Forex reserve continues to deplete

Kathmandu, April 12

Foreign exchange reserves of the country have continuously depleted over the months of this fiscal along with skyrocketing imports against stagnation in remittance inflow, low export growth and less capital transfers into the country.

The macroeconomic situation of eight months (mid-July, 2017 to mid-March, 2018) unveiled by Nepal Rastra Bank (NRB) today stated that the country’s gross foreign exchange reserve stood at $10.134 billion compared to $10.49 billion in the beginning of this fiscal.

The current reserve position is sufficient to cover the prospective merchandise imports of 11.1 months, and merchandise and services imports of 9.7 months.

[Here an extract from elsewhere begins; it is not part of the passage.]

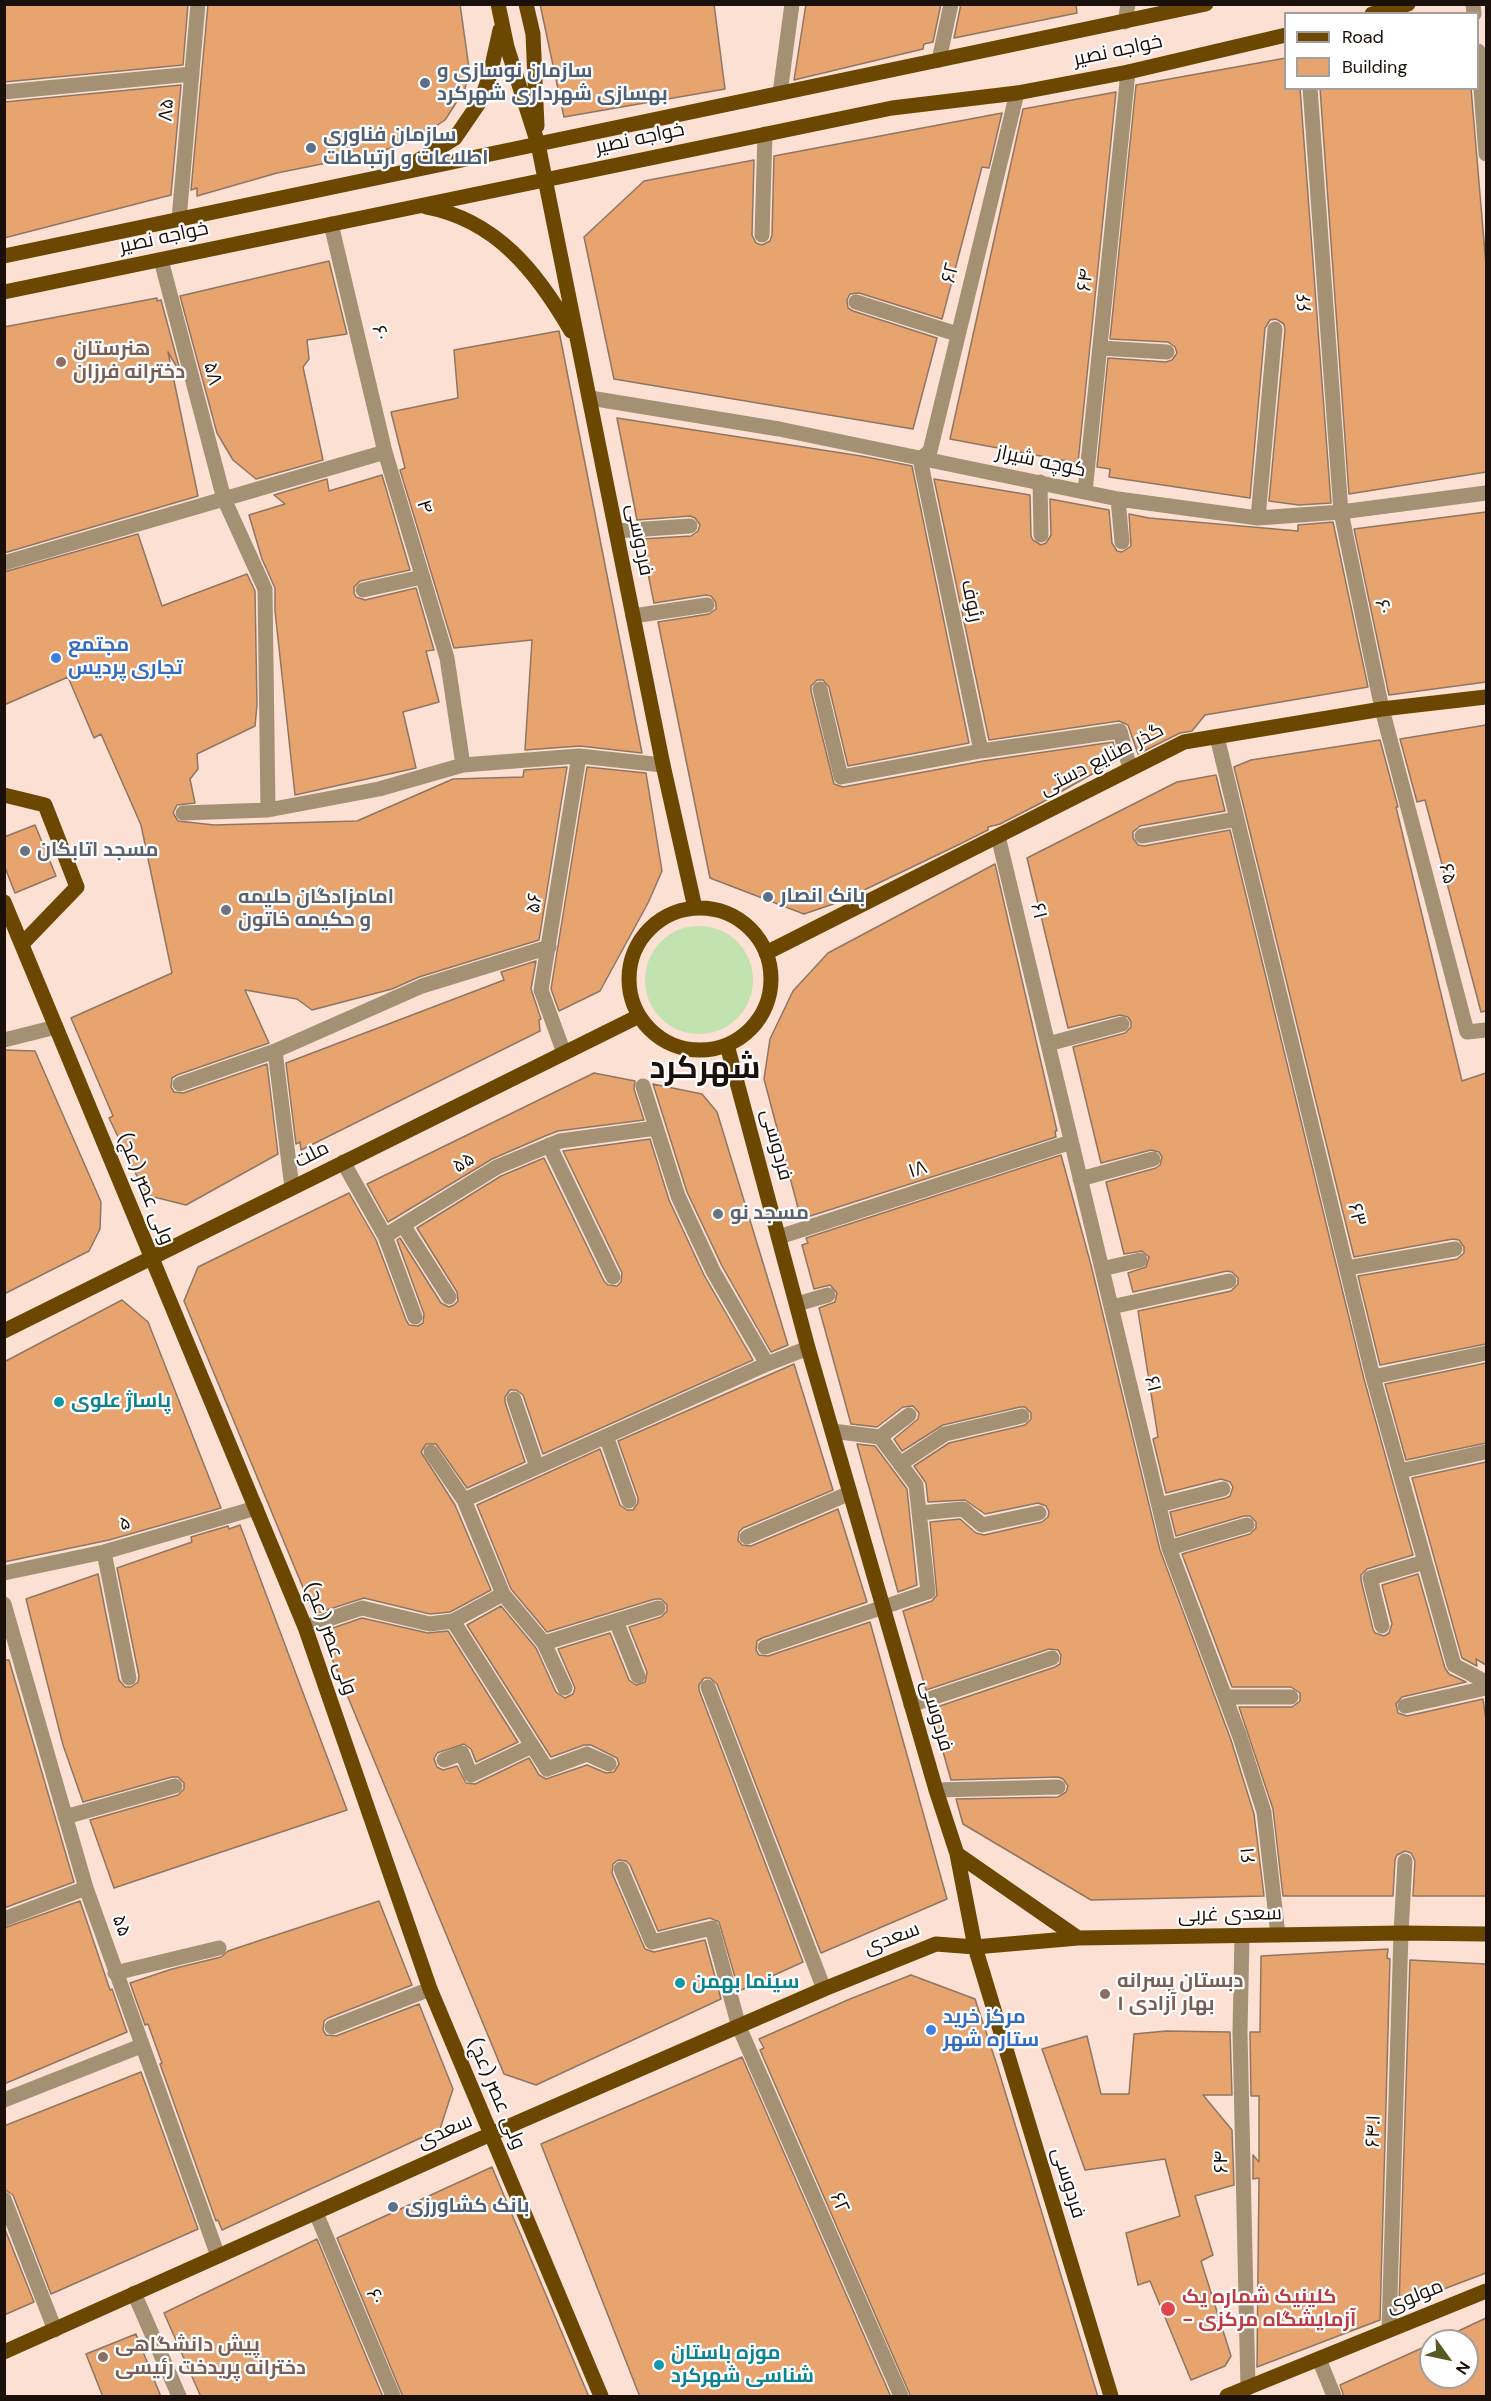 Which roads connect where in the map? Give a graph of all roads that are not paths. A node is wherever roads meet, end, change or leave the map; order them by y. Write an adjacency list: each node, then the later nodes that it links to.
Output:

The situation is considered as alarming when the country’s foreign exchange reserves position is insufficient to cover the merchandise and services imports of eight months.

As per the macroeconomic situation, the country exported goods worth Rs 53.42 billion against imports worth Rs 767.36 billion in the review period. Import growth was recorded at a staggering 22.1 per cent, which was more than double the rise in export, which stood at 10.8 per cent.

One silver lining in the otherwise mostly dismal scenario was remittance growth, which rebounded with 4.9 per cent growth in the eighth month with total remittance inflow of Rs 471.86 billion in the review period. Remittance growth stood at 5.3 per cent in corresponding period of the previous fiscal.

The current account deficit widened further to Rs 153.96 billion in the review period from a deficit of Rs 6.31 billion in the same period of the previous year, as per the macroeconomic situation report. “The significant increase in imports and dividends payment for foreign investment widened the current account deficit.”

Similarly, the overall balance of payments remained at a deficit of Rs 24.73 billion in contrast to a surplus of Rs 50.02 billion in the same period of the previous year. In the review period, the flow of foreign direct investment (FDI) amounted to Rs 14.24 billion compared to Rs 8.35 billion in the corresponding period of the previous year.

The consumer price inflation rose by a percentage point to six per cent in mid-March compared to five per cent of the previous month (mid-February). The spike in prices of vegetables mainly contributed to the rise in inflation in the review period. However, the average consumer price inflation in the eight months of fiscal 2017-18 remained relatively low at four per cent, as per the macroeconomic situation report of the central bank.